The advent of globalization and the continuing effects of climate change have exposed an even greater percentage of the world to disease agents carried by vectors which were once thought to be restricted to tropical or subtropical areas. Arthropods vectors such as mosquitoes and ticks harbor a number of emerging and re-emerging pathogens of public and veterinary health importance worldwide. These pathogens include viruses from four major families including the Flaviviridae, Bunyaviridae, Togaviridae and Reoviridae families. The Flavivirus genus is one of four genera in the Flaviviridae family, with over 70 species, the great majority of which are maintained in horizontal transmission cycles between hematophagous arthropod vectors and vertebrate hosts. However, within this genus also exists two smaller subsets of viruses which are restricted to either insects (insect-specific flaviviruses) or vertebrates (no known vector flaviviruses). Since it is likely that dual-host flaviviruses may have evolved from single-host precursors, investigative studies into the genetic elements which modulate flavivirus host specificity may elucidate the evolutionary hurdles necessary to make the leap from a single- to a dual-host flavivirus. Such studies could have major implications for efficacious vaccine or antiviral drug development.
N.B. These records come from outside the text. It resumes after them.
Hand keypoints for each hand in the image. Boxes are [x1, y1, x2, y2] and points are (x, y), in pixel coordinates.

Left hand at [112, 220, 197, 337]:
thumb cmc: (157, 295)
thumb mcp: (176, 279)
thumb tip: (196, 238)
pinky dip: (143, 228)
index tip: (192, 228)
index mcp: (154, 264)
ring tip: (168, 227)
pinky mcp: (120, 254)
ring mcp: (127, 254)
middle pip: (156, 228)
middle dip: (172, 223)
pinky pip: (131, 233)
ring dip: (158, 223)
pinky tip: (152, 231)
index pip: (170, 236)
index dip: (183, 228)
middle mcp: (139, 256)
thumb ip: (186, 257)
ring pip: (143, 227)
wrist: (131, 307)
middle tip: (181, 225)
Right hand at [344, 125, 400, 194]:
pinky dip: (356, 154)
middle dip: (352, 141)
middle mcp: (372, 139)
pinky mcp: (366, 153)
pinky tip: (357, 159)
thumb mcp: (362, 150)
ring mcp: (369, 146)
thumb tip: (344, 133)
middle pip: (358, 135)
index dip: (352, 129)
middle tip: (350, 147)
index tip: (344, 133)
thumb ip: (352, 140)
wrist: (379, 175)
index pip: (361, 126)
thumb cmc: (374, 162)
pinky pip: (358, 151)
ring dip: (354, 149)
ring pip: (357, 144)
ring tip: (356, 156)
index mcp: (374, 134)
In this dissertation, I report the creation and characterization of the first bat-associated flavivirus chimeras, designed to investigate host restriction in no known vector (NKV) flaviviruses at the level of attachment and entry. These chimeras were created using two representative dual-host flaviviruses, yellow fever virus (YFV) and Zika virus (ZIKV) whose attachment and entry proteins (premembrane and envelope) were substituted with that of a bat-associated NKV flavivirus, Rio Bravo virus (RBV). The result was the generation of two different chimeric viruses, both of which were able to replicate in both insect and vertebrate cell lines, indicating that NKV flavivirus restriction is dictated by a post-attachment/entry event. Additional studies examining restriction at downstream stages in the viral life cycle may prove valuable in determining the genetic elements that modulate host restriction in this group.

In the chapters that follow, we also report the discovery and identification of four novel and two previously identified viruses from mosquitoes collected in the Yucatan Peninsula of Mexico using metagenomics. We also report full sequence data for two insect-specific flaviviruses (ISFs) and for the large segment of two bunyaviruses for which full sequence data was not available.